Govt reactivates pre-Novopay pay provider as problems persist

The government is reactivating its relationship with Datacom, the New Zealand firm that managed teacher payrolls before they were switched to the glitch-plagued Novopay system last year.

The senior minister made responsible for handling the Novopay debacle, Steven Joyce, announced a series of steps today, including "investigating a revised contingency plan led by the acting Secretary of Education, who has commenced dialogue with previous supplier, Datacom".

Datacom, a quiet giant of the New Zealand information technology sector, handled the education pay system from 1996 until August last year, when Australian firm Talent2 implemented Novopay as a replacement after a process that took the best part of a decade from the time of initial reviews in 2002.

Mr Joyce also announced terms of reference for a ministerial inquiry, with the intention that the results of a technical review be "fed into the inquiry, and for the inquiry to cover all aspects of the teacher payroll system from outset to present day".

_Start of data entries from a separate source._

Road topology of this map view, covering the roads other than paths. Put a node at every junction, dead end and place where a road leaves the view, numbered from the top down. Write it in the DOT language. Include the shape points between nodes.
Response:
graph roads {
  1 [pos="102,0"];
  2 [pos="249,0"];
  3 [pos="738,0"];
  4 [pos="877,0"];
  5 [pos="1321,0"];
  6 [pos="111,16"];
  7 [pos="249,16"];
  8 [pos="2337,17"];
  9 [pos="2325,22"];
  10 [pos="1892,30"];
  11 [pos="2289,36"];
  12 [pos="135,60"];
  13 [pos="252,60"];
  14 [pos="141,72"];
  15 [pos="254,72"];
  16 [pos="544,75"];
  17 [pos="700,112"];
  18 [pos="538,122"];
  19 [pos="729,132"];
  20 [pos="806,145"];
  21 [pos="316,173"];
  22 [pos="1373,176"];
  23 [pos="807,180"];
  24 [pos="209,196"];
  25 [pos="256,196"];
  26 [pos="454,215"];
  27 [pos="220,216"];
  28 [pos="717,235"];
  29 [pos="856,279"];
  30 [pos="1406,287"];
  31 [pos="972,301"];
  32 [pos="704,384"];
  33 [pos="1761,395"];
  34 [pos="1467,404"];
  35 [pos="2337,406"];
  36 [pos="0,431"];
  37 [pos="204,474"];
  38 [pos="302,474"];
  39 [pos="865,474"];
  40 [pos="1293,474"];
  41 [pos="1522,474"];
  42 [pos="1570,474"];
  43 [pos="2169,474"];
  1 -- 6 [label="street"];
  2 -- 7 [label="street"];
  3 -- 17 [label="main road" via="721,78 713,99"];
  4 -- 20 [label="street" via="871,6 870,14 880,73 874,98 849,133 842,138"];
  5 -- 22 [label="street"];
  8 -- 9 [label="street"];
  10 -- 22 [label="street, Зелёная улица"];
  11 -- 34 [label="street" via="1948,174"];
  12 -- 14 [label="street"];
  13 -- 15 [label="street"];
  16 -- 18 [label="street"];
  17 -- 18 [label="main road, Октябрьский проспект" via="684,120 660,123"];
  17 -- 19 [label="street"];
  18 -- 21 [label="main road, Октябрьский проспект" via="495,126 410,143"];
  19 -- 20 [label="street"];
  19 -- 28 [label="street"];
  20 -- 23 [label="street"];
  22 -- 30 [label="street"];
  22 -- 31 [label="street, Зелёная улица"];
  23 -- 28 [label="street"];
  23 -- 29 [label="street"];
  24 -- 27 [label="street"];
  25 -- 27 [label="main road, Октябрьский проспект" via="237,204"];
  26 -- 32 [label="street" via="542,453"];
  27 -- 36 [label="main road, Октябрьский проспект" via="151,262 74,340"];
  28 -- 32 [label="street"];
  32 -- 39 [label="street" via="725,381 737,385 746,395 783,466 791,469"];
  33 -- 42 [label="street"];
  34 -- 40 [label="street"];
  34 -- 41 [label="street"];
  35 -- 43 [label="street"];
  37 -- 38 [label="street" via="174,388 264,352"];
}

The review will inevitably cover six years in which the payroll system changeover was under the control of the previous Labour-led government.

Mr Joyce warned there would be ongoing problems with Novopay in next week's teacher pay round, the first since schools have returned this year. It was especially likely to have trouble dealing with the details of new collective agreement for secondary school teachers.

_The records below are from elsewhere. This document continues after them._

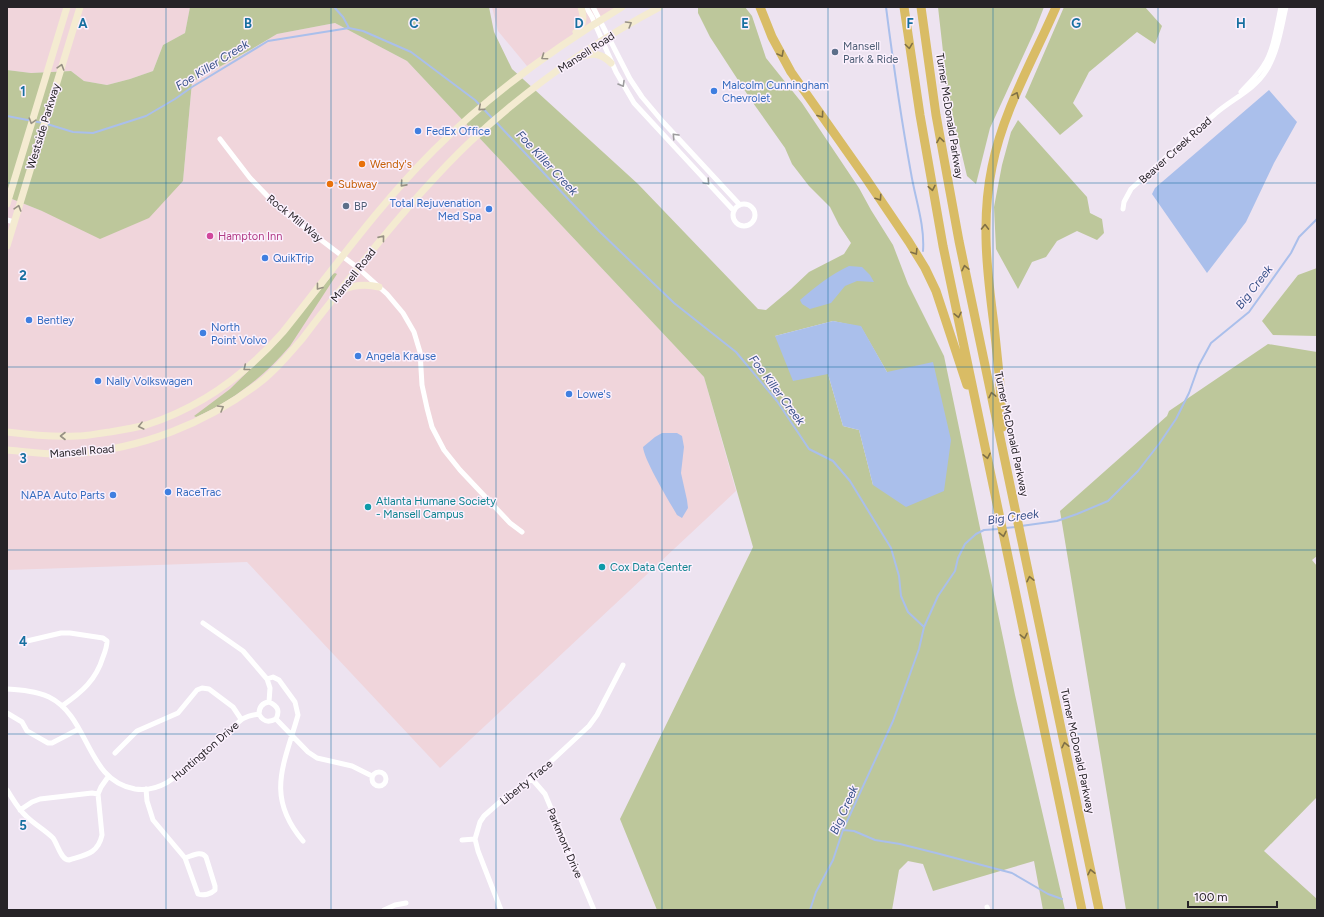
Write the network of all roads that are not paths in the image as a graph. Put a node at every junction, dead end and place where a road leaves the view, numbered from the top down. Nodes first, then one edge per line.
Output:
1 (80, 7) edge
2 (581, 7) edge
3 (586, 7) edge
4 (593, 7) edge
5 (622, 7) edge
6 (660, 7) edge
7 (904, 7) edge
8 (922, 7) edge
9 (1056, 7) edge
10 (1281, 7) edge
11 (1286, 7) edge
12 (66, 8) edge
13 (760, 8) edge
14 (598, 22) junction
15 (605, 39) junction
16 (558, 47) junction
17 (568, 63) junction
18 (611, 63) junction
19 (1236, 97) junction
20 (220, 139) dead end
21 (7, 204) edge
22 (740, 205) junction
23 (1123, 209) dead end
24 (734, 211) junction
25 (10, 221) edge
26 (7, 246) edge
27 (343, 256) junction
28 (358, 268) junction
29 (379, 287) junction
30 (340, 291) junction
31 (980, 423) junction
32 (7, 432) edge
33 (7, 450) edge
34 (1005, 461) junction
35 (522, 532) dead end
36 (203, 623) dead end
37 (27, 641) dead end
38 (623, 664) dead end
39 (267, 679) junction
40 (7, 689) edge
41 (269, 702) junction
42 (62, 706) junction
43 (7, 713) edge
44 (259, 714) junction
45 (241, 719) junction
46 (276, 719) junction
47 (79, 728) junction
48 (292, 735) junction
49 (115, 753) dead end
50 (372, 776) dead end
51 (108, 777) junction
52 (532, 779) junction
53 (146, 789) junction
54 (7, 790) edge
55 (98, 794) junction
56 (20, 810) junction
57 (475, 839) junction
58 (462, 840) dead end
59 (302, 841) dead end
60 (185, 858) junction
61 (406, 903) dead end
62 (384, 910) edge
63 (501, 910) edge
64 (594, 910) edge
65 (1082, 910) edge
66 (1100, 910) edge

25 -> 1 main road, Westside Parkway
2 - 16 main road
3 - 14 street
4 - 14 street
5 - 14 main road, Mansell Road
15 -> 6 main road, Mansell Road
7 -> 31 highway
34 -> 8 highway, Turner McDonald Parkway
34 -> 9 highway
10 - 19 street, Beaver Creek Road
11 - 19 street, Beaver Creek Road
12 -> 21 main road, Westside Parkway
13 -> 31 highway
14 - 15 street
14 - 16 main road, Mansell Road
15 - 17 main road, Mansell Road
15 - 18 street
22 -> 15 street
16 -> 27 main road, Mansell Road
17 - 18 main road
28 -> 17 main road, Mansell Road
18 -> 24 street
19 - 23 street, Beaver Creek Road
20 - 27 street, Rock Mill Way
22 - 24 street
22 - 24 street
25 - 26 main road, Westside Parkway
27 - 28 street, Rock Mill Way
27 -> 32 main road, Mansell Road
28 - 29 street, Rock Mill Way
28 - 30 main road, Mansell Road
29 - 30 main road
29 - 35 street, Rock Mill Way
33 -> 30 main road, Mansell Road
31 -> 65 highway
66 -> 34 highway, Turner McDonald Parkway
36 - 39 street
37 - 42 street
38 - 52 street, Liberty Trace
39 - 41 street
39 - 48 street
40 - 42 street, Huntington Drive
41 - 44 street
41 - 46 street
42 - 47 street, Huntington Drive
43 - 47 street
44 - 45 street, Huntington Drive
44 - 46 street
45 - 49 street
45 - 53 street, Huntington Drive
46 - 48 street
47 - 51 street, Huntington Drive
48 - 50 street
48 - 59 street
51 - 53 street, Huntington Drive
51 - 55 street
52 - 57 street, Liberty Trace
52 - 64 street, Parkmont Drive
53 - 60 street
54 - 56 street
55 - 56 street
55 - 56 street
57 - 58 street
57 - 63 street
60 - 60 street
61 - 62 street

"I have made it clear to all parties that the on-going issues with Novopay are unacceptable and new measures are being put in place to provide timely solutions.

"Novopay is one of the largest payroll systems in Australasia, covering approximately 110,000 people and 15 separate collective agreements. After meeting with the key parties involved over the past week, it is clear the issues it has are complex, that there is no quick fix and problems will continue for some time," he says.

Mr Joyce announced a technical audit of the Novopay system's stability would be undertaken, and that a senior accountant, Murray Jack of Deloitte, will lead a technical review to include results of an audit currently being carried out by another accounting firm, Ernst & Young, along with an accelerated audit of a sample of schools.

A new Novopay remediation plan will also be implemented, led by the Novopay management board, and the government will provide additional resources "on a contingency basis while reserving its contractual position with Talent2".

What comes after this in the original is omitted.